En cuanto Salomón obstinadamente (terco, rebelde, encerrado en su pensamiento, no abierto al Espíritu Santo) se llenó de ser terco (voluntarioso, porfiado, testarudo) y le llegó, lo que se dijo: cautiverio, destrucción, el templo y pondría a Israel por proverbio y refrán entre los gentiles: La ausencia de la santificación, no de inmediato, sino a su tiempo justo y bien merecido llegan las consecuencias.
(7) Y esta casa que he santificado a mi nombre.
Yo cortaré a Israel de sobre la faz de la tierra.
Ausencia de santificación es pérdida.
Las obstinaciones nos llevan a hacernos personas de escasa santificación.
(Juan. 17:17) Santificar significa poner aparte: La Palabra de Dios tiene un efecto santificador en los creyentes.
Al leerla y obedecerla, son separados como vasos apropiados para el uso del Maestro.
Esto es exactamente lo que pedía el Señor aquí.
"Quería" "un Pueblo apartado a Dios", separado del mundo, útil para Dios.
Lo de la carne que no se acaba de morir, se es menos santificado y no le estás siendo útil en lo que Él quiere hacer, por medio de ti.
No lees la Palabra, no te santificas, en ella está la verdad.
Tu Palabra es verdad, dijo Jesús.
No dijo como tantos dicen en la actualidad, "Tu palabra contiene verdad, sino Tu Palabra es verdad.
La gracia que Cristo les desea es la santificación: Padre santifícalos."
Confirma (el grado de probabilidad de algo) en ellos la obra de la santificación; asegura en ellos las buenas resoluciones.
Perseveren en las buenas obras, que sea completa Tu obra en ellos, y avancen en santidad hasta el final.
No te podrá el Señor presentar al Padre, si no has sido santificado.
(1 Corintios 1:30) Todo lo que somos y tenemos procede de Él, no hay lugar para la gloria del hombre.
Cuando le tenemos a Él, tenemos una sabiduría que garantiza nuestra plena salvación.
En Él tenemos nuestra justicia; por medio de la fe en Él somos contados justos por un Dios santo.
Él es "nuestra santificación;" en Él somos posicionados, santificados, y por Su poder somos transformados de un grado de santificación a otro.
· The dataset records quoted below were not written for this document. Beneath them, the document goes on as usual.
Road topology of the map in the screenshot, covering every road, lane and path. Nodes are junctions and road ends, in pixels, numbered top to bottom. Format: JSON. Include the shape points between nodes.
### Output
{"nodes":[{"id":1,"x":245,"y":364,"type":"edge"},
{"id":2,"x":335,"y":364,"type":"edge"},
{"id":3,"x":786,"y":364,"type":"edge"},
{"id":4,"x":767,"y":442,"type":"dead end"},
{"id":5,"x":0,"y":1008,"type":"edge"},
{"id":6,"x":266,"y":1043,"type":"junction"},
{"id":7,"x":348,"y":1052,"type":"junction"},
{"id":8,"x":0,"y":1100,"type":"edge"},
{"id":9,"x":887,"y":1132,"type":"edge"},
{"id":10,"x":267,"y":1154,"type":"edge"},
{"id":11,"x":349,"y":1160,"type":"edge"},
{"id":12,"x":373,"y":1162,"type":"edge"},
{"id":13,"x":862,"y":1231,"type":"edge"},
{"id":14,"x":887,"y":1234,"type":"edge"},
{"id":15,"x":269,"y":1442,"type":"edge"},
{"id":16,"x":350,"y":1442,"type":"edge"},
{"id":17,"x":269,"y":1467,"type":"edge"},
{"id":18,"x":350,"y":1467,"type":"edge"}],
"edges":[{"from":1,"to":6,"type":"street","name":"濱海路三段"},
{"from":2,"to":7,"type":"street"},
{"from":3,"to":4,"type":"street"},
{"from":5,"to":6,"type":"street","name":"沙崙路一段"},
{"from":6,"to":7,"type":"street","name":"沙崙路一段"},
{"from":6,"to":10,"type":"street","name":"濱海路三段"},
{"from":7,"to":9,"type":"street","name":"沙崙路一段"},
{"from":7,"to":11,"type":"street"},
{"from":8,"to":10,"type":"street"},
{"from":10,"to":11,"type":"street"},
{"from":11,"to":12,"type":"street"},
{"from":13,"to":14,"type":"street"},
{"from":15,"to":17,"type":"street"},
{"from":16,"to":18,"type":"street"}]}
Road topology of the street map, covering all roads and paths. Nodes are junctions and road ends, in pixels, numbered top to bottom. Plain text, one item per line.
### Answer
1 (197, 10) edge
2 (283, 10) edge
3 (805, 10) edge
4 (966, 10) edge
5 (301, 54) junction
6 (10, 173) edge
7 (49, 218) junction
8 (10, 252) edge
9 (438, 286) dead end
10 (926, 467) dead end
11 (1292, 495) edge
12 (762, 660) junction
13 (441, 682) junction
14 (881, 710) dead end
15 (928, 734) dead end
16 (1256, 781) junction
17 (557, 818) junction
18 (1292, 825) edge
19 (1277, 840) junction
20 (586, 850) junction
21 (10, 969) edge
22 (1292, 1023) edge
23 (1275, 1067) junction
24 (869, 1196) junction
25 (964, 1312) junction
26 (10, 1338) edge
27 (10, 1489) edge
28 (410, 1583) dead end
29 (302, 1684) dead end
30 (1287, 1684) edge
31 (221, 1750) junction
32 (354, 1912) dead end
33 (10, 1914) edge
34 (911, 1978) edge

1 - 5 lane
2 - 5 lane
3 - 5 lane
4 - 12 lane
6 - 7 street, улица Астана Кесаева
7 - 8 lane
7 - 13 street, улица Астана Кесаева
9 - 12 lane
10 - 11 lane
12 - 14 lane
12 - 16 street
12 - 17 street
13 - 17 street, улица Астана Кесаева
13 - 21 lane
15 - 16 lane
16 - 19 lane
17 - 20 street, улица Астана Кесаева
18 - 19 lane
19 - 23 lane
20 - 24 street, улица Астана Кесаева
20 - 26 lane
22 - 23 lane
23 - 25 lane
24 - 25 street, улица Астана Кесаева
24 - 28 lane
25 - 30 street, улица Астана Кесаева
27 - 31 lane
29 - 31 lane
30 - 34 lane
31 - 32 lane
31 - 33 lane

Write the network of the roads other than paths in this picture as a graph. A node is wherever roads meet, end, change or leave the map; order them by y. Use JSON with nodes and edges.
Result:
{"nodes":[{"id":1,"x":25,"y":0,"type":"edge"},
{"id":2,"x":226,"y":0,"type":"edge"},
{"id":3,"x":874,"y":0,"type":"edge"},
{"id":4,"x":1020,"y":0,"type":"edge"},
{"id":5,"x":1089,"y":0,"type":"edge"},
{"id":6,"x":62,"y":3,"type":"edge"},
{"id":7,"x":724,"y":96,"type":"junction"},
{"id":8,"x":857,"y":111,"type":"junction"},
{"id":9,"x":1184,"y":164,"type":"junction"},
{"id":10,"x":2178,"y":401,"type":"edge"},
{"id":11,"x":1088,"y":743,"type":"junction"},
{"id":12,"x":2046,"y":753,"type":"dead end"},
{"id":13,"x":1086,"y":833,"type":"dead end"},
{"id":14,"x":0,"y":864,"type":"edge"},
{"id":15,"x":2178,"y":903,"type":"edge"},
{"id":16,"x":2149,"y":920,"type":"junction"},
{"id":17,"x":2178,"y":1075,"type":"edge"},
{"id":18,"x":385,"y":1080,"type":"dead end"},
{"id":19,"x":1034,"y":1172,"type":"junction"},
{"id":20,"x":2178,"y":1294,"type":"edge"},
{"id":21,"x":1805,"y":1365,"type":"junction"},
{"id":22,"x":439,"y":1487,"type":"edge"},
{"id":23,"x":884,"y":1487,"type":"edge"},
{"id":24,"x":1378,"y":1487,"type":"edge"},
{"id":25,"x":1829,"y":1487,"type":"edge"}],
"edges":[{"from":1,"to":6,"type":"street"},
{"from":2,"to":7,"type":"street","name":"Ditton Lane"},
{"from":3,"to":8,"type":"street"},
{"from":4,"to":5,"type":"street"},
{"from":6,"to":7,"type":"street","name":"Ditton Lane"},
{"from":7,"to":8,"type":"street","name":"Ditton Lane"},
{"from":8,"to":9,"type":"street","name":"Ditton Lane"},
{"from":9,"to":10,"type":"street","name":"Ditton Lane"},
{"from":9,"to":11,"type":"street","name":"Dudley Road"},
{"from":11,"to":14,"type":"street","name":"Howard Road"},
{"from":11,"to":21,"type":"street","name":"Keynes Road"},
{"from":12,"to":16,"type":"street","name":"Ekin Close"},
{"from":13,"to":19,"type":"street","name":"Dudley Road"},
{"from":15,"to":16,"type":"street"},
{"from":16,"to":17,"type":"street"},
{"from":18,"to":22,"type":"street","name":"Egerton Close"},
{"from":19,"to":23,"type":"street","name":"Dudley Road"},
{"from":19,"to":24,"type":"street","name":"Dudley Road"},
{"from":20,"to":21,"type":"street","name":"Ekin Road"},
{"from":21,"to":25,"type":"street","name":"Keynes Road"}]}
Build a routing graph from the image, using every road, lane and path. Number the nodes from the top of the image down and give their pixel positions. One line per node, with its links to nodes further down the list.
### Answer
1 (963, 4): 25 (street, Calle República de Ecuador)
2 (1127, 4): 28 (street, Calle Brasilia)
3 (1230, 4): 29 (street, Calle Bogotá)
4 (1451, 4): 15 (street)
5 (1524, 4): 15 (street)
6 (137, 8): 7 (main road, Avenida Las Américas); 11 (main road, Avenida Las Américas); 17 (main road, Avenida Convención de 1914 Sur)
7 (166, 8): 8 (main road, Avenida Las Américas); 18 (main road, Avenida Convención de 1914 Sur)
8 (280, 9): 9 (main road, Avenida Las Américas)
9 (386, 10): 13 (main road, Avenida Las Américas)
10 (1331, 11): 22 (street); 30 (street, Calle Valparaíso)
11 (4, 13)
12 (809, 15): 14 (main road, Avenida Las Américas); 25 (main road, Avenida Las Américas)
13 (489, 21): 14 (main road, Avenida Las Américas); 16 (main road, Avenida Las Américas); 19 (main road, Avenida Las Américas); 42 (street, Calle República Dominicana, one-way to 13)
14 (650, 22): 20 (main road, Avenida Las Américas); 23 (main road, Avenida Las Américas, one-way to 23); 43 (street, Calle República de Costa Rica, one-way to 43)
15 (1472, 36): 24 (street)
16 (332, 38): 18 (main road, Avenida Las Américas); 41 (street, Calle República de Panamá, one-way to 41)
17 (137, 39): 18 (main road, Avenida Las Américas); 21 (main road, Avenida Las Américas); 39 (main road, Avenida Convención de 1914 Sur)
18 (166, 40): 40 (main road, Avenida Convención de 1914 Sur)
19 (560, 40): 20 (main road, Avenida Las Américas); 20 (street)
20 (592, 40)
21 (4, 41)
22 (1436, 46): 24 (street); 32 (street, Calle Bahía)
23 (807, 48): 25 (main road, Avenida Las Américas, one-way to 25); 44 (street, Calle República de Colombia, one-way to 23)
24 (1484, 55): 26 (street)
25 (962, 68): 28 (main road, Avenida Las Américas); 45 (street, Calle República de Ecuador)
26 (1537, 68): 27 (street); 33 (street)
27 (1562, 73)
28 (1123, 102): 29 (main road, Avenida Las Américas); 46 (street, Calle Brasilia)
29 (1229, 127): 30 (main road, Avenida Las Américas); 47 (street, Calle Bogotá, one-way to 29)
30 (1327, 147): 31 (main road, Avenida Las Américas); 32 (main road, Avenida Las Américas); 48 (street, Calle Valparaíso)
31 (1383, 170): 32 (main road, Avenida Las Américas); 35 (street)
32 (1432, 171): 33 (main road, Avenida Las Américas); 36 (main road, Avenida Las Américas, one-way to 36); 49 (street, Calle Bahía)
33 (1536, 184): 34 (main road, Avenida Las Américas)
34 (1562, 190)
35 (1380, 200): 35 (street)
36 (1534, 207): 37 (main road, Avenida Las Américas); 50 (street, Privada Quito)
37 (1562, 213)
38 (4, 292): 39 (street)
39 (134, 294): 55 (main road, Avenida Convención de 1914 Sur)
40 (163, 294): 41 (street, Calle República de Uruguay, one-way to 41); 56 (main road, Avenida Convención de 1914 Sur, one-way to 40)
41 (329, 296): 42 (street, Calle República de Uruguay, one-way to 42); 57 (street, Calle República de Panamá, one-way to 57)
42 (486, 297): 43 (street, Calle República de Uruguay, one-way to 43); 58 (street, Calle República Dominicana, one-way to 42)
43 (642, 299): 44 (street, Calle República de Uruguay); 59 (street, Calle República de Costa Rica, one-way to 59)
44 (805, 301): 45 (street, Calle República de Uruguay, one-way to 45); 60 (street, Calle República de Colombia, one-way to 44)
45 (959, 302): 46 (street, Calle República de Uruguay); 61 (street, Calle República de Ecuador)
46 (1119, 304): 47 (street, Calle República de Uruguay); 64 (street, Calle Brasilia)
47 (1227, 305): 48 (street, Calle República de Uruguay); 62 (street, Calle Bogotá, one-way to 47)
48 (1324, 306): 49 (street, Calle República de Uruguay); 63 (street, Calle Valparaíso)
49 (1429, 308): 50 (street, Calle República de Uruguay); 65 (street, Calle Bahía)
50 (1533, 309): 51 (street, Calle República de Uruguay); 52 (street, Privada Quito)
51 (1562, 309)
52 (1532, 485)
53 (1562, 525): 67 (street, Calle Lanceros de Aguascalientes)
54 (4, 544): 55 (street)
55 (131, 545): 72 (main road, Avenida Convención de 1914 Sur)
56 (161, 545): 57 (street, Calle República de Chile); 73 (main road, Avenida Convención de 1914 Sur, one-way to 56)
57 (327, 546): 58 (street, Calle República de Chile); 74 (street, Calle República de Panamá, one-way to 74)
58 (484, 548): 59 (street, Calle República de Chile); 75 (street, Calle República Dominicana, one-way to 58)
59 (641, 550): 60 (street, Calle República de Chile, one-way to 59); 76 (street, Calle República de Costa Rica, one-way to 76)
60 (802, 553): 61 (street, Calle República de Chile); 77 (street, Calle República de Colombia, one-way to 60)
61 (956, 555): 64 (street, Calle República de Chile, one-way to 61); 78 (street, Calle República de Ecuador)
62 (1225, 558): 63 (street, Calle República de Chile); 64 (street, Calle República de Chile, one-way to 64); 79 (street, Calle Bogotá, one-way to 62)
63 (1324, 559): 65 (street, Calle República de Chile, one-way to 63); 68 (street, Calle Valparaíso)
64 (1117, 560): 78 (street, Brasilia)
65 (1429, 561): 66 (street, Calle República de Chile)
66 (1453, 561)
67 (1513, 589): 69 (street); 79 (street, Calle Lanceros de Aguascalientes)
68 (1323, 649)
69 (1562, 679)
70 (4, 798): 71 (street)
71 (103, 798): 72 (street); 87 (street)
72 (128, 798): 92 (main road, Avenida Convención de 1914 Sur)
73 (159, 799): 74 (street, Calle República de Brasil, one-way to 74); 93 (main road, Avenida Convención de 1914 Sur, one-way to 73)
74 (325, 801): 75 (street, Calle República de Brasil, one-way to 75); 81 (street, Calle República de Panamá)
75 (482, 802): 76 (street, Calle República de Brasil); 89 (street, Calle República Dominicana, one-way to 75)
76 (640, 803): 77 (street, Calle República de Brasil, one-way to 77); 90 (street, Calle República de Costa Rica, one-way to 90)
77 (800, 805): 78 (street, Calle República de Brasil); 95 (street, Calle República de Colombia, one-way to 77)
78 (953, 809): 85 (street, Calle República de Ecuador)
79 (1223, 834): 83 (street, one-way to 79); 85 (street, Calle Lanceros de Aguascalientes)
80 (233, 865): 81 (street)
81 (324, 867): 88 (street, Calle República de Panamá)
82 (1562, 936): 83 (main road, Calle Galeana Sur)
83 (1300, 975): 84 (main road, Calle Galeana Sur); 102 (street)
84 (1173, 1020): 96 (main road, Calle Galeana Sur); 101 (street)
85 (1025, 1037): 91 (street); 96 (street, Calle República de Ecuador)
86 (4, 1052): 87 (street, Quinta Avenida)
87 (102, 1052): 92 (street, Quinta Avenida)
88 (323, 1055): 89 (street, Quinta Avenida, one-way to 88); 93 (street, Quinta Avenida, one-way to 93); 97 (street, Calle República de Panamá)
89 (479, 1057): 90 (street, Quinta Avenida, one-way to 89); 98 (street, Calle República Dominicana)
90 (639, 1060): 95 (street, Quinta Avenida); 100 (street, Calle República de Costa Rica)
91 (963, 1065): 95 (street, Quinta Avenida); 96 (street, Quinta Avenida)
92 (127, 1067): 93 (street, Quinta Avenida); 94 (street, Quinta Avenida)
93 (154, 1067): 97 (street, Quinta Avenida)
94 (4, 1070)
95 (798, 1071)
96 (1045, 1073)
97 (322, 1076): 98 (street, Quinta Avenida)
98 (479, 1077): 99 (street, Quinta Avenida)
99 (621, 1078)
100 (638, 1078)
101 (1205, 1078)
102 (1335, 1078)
(Efesios 5:26) En este tiempo presente, "Su" amor por la iglesia (la iglesia no es de nadie en la tierra) se muestra en Su obra la santificación: "para santificarla, habiéndola purificado con el lavamiento del agua por la Palabra.
"Santificar significa poner aparte."
La posición, la postura, la iglesia, está ya santificada; prácticamente siendo esta santificada de día a día.
El proceso de santificación es llevado a cabo por el lavamiento del agua por la palabra.
Este término sencillo, esto significa que las vidas de los creyentes son purificadas al oír las Palabras de Cristo y obedecerlas.
(Juan 15:3) Jesús dijo a los discípulos: "Vosotros estáis ya limpios por la palabra que os he hablado.
(Juan 17:17) Y vincula la santificación con la Palabra en Su oración de intercesión sumo sacerdotal: "Santifícalos en Tu verdad: Tu Palabra es verdad".
Así como la sangre de Cristo nos purifica de una vez por todas de la culpa y pena del pecado, "así la Palabra de Dios purifica continuamente" de la contaminación e impureza del pecado.
Este pasaje nos enseña que la iglesia está siendo bañada en el presente, pero no con agua literal, sino con el agente (representante) purificado que es la Palabra de Dios.
No escuchas la predicación, no la lees en tu vida, no conoces la santificación: la Palabra te señala lo malo y lo bueno que debes hacer; y por tal razón, te van santificando.
(Hebreos 13:12) Fue fuera del campamento del judaísmo organizado que Él santificó al pueblo mediante su sangre.
El sumo sacerdote introduce la sangre de los animales en el Lugar Santísimo como un sacrificio por el pecado, pero sus cuerpos son quemados afuera del campamento.
Por lo cual, también Jesús sufrió fuera de las puertas de la ciudad, para santificar a su pueblo por medio de Su propia sangre.
(1 Pedro 1:2) Elegidos según la presciencia de Dios Padre.
La eternidad pasada, Dios elige para que Le perteneciéramos.
La salvación es la santificación del Espíritu.
Es un misterio del Espíritu Santo que Él aparta a personas para que pertenezcan a Dios. Amén.